Assignment: When a line in the entries contains the word "dead", copy that line in full.

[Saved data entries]

□ □ □

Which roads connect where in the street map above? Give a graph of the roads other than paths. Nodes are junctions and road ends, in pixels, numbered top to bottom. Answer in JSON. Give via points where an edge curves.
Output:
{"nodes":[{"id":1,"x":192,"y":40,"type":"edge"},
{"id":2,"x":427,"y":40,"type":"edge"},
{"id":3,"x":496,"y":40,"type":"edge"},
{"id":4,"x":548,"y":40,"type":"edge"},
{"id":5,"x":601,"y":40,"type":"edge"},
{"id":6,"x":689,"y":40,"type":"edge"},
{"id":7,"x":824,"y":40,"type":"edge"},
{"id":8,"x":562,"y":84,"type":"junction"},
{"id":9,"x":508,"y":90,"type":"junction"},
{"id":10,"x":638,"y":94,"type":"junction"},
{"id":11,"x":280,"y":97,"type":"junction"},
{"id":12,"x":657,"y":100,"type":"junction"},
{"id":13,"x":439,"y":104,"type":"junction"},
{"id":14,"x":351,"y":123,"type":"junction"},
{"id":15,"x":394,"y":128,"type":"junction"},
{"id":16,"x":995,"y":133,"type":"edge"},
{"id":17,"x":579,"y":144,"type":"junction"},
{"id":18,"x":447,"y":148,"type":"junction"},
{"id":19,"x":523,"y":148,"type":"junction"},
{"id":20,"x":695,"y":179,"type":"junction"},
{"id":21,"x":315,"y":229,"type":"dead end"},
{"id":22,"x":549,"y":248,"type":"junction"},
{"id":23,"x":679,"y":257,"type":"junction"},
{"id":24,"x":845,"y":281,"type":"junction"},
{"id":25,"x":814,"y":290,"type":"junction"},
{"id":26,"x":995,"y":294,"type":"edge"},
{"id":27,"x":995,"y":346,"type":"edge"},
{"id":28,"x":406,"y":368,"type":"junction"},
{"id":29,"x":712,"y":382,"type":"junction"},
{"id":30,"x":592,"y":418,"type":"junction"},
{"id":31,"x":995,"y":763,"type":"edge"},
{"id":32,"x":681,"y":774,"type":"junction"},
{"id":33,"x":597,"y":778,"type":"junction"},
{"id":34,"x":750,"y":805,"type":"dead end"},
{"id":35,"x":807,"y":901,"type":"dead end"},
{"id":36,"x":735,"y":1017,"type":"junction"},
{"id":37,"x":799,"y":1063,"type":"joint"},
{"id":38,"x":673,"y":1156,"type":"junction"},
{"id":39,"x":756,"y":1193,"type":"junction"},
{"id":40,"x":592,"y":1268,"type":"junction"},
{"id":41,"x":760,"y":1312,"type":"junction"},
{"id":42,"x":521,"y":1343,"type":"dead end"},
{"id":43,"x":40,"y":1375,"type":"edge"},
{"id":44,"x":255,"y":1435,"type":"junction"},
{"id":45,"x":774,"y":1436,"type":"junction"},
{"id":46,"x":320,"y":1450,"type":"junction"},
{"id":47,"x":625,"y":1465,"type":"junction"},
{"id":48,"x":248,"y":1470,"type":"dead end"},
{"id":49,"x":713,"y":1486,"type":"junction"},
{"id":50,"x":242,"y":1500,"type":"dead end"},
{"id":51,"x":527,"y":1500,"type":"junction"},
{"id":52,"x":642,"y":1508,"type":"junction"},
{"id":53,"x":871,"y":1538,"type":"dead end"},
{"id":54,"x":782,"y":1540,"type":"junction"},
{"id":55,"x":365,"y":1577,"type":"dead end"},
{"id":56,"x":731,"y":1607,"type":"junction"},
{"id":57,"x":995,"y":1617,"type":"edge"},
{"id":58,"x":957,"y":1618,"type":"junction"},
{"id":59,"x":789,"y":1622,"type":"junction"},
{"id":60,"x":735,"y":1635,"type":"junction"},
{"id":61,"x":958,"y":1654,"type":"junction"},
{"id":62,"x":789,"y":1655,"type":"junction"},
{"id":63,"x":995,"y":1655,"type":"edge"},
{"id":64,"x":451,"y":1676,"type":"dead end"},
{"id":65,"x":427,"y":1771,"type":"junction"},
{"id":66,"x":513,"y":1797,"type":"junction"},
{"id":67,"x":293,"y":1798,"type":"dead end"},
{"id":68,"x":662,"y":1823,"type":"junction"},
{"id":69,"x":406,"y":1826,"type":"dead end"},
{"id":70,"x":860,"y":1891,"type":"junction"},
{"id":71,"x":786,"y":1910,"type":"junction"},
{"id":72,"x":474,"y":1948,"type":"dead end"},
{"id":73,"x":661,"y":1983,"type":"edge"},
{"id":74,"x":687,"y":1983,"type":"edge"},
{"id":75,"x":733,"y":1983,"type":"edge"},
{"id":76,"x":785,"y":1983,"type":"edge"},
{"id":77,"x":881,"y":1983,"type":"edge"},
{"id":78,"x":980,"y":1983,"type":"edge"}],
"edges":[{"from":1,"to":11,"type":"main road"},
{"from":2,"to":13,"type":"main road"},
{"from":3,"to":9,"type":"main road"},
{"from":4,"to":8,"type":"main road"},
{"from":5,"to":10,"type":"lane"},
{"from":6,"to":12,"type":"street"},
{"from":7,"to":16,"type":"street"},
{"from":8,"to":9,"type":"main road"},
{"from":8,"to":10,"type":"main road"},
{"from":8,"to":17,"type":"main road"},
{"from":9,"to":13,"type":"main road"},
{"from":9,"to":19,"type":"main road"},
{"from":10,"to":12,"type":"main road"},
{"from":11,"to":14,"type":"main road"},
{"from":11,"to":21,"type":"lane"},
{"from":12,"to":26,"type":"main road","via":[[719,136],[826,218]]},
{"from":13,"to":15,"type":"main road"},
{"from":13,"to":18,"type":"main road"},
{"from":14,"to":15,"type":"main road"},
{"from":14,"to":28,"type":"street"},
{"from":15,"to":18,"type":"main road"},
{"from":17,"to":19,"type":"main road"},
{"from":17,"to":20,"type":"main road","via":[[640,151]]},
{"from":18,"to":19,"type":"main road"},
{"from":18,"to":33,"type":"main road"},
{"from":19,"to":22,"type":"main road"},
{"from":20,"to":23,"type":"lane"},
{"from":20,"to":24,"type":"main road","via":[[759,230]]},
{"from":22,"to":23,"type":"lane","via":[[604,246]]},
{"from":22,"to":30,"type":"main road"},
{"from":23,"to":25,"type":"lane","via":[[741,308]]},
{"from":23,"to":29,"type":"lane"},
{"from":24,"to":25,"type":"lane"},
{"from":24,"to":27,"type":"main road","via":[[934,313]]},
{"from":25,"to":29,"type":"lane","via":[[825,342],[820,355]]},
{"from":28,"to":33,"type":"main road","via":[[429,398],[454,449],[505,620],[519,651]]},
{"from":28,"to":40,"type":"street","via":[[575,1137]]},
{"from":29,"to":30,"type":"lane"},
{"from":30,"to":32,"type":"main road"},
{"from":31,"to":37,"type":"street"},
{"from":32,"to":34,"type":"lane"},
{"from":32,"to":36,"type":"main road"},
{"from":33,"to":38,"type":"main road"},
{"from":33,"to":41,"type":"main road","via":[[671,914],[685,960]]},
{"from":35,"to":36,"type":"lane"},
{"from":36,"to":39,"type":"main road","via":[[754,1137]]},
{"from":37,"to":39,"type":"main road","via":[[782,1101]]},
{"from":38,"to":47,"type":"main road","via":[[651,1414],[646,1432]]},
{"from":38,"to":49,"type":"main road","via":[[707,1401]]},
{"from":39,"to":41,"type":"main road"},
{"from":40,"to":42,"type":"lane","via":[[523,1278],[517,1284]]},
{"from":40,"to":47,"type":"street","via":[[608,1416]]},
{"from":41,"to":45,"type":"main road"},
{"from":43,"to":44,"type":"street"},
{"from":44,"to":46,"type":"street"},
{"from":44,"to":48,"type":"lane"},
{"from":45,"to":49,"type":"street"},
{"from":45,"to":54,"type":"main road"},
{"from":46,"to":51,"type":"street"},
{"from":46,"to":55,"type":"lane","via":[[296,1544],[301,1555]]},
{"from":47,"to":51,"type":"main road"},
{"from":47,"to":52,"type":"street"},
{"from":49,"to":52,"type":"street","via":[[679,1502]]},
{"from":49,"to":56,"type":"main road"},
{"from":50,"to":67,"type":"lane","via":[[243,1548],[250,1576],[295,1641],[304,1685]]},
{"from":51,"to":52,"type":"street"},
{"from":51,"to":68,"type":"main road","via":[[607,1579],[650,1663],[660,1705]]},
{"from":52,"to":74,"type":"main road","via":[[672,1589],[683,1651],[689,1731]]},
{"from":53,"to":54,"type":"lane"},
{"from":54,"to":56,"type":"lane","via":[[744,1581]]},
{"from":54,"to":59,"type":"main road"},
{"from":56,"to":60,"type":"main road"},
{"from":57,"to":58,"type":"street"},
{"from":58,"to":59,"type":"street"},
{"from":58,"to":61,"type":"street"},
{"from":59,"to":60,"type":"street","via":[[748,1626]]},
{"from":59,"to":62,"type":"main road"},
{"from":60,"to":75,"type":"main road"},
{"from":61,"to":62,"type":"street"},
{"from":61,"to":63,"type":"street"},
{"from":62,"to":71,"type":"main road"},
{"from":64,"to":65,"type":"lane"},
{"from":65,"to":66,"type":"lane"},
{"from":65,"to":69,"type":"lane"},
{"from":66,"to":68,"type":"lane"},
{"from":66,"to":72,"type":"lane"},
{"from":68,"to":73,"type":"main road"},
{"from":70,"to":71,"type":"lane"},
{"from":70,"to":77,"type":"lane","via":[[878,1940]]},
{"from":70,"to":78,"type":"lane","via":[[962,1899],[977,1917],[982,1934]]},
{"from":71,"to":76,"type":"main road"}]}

□ □ □

Task solution:
{"id":21,"x":315,"y":229,"type":"dead end"},
{"id":34,"x":750,"y":805,"type":"dead end"},
{"id":35,"x":807,"y":901,"type":"dead end"},
{"id":42,"x":521,"y":1343,"type":"dead end"},
{"id":48,"x":248,"y":1470,"type":"dead end"},
{"id":50,"x":242,"y":1500,"type":"dead end"},
{"id":53,"x":871,"y":1538,"type":"dead end"},
{"id":55,"x":365,"y":1577,"type":"dead end"},
{"id":64,"x":451,"y":1676,"type":"dead end"},
{"id":67,"x":293,"y":1798,"type":"dead end"},
{"id":69,"x":406,"y":1826,"type":"dead end"},
{"id":72,"x":474,"y":1948,"type":"dead end"},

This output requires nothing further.